Listed entries

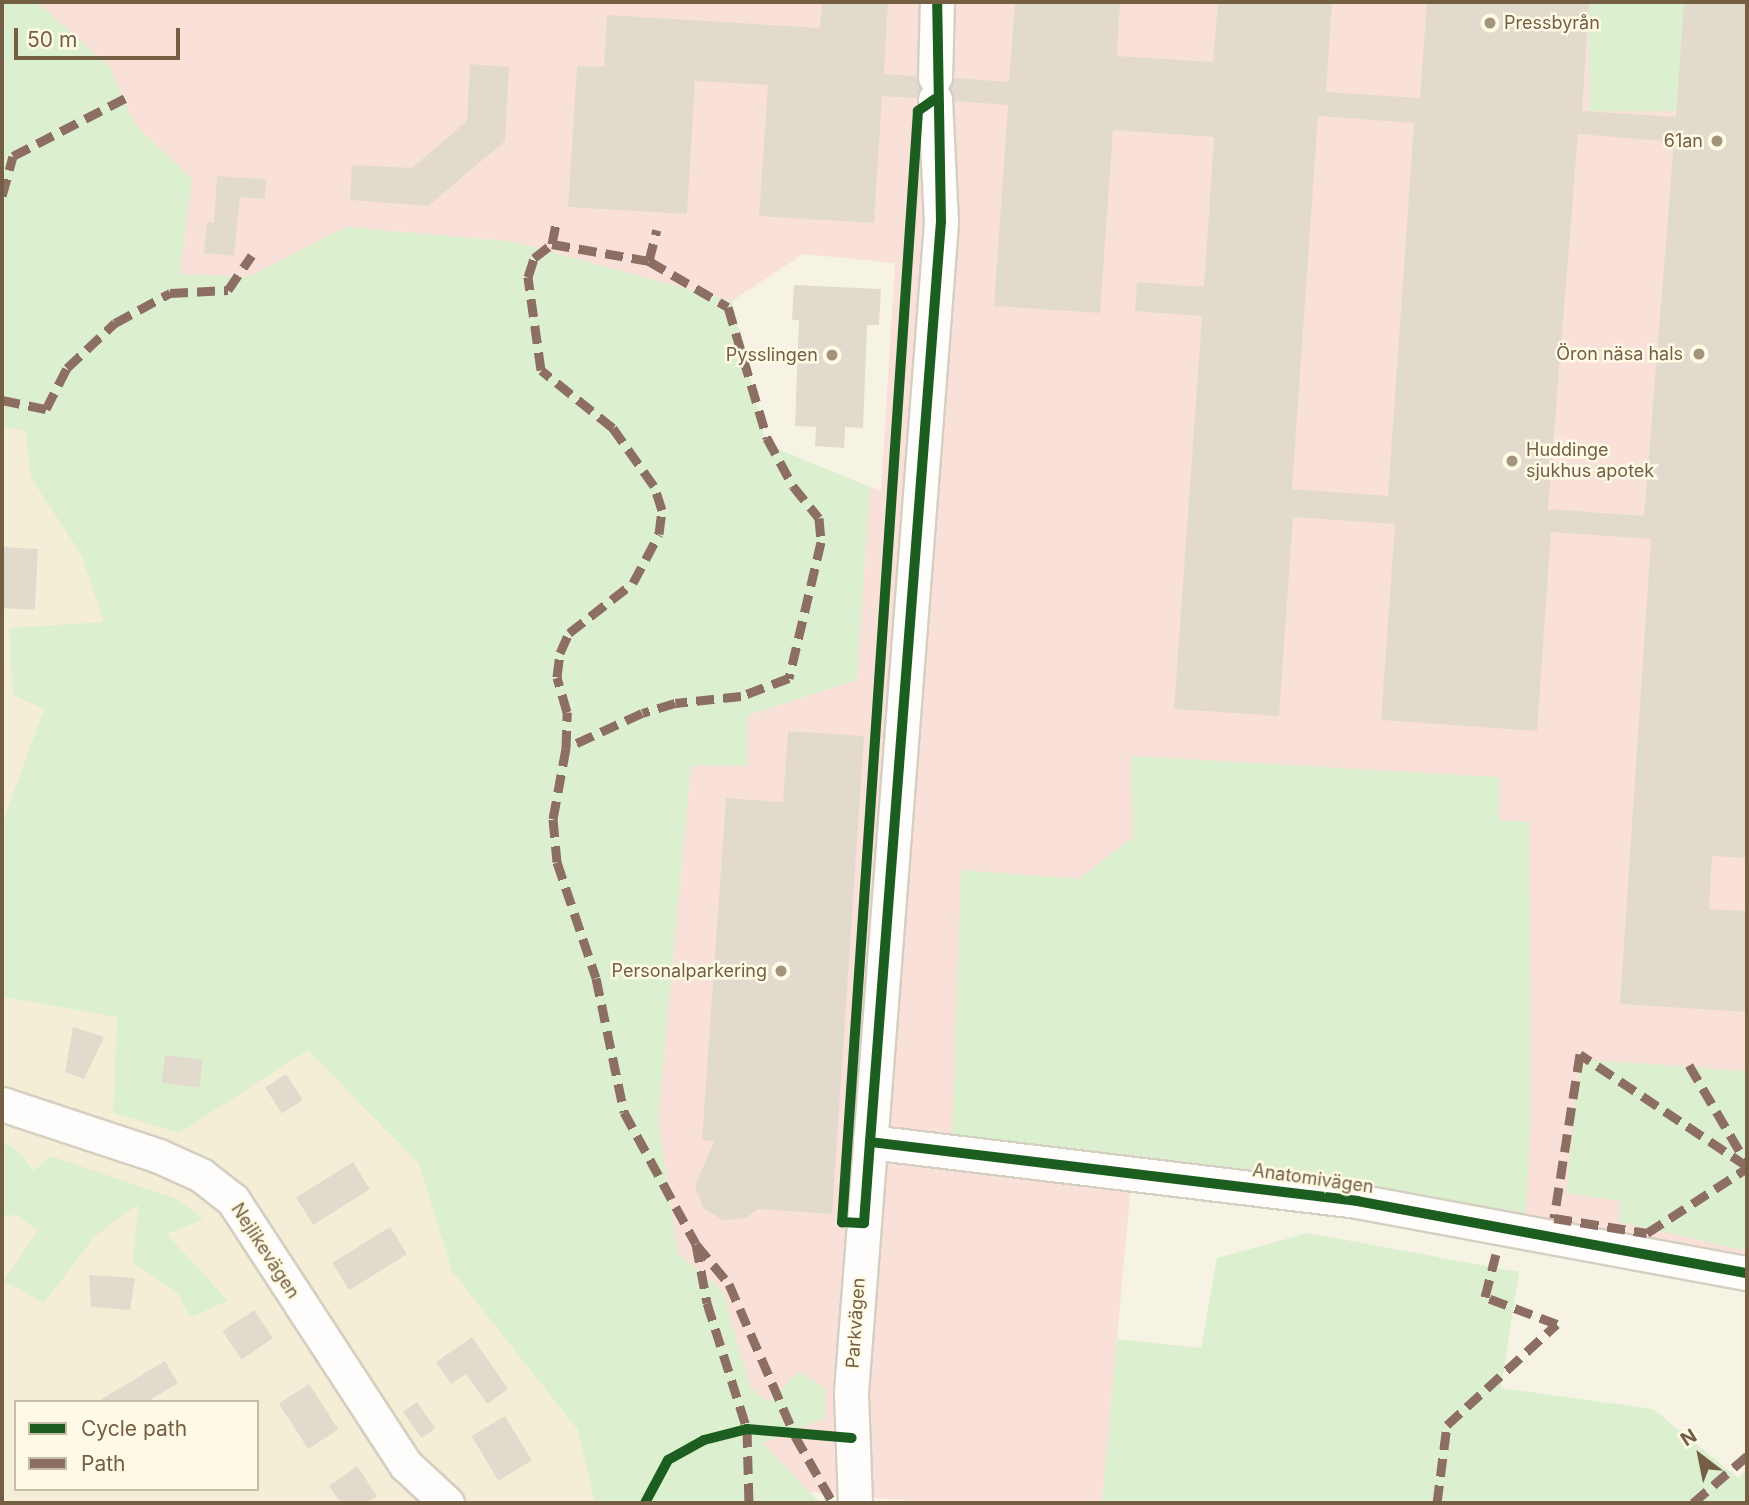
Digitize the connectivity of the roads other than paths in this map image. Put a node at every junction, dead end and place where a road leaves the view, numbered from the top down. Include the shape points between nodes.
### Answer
1 (937, 2) edge
2 (2, 1104) edge
3 (870, 1142) junction
4 (1747, 1273) edge
5 (447, 1503) edge
6 (855, 1503) edge

1 - 3 street, Parkvägen via 935,88 941,222
2 - 5 street, Nejlikevägen via 159,1156 201,1175 233,1200 406,1465
3 - 4 street, Anatomivägen via 1357,1201
3 - 6 street, Parkvägen via 851,1392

Aim of the exercise
Set down each line of the material exactly and skip every image.

Result below
Digitize the connectivity of the roads other than paths in this map image. Put a node at every junction, dead end and place where a road leaves the view, numbered from the top down. Include the shape points between nodes.
### Answer
1 (937, 2) edge
2 (2, 1104) edge
3 (870, 1142) junction
4 (1747, 1273) edge
5 (447, 1503) edge
6 (855, 1503) edge

1 - 3 street, Parkvägen via 935,88 941,222
2 - 5 street, Nejlikevägen via 159,1156 201,1175 233,1200 406,1465
3 - 4 street, Anatomivägen via 1357,1201
3 - 6 street, Parkvägen via 851,1392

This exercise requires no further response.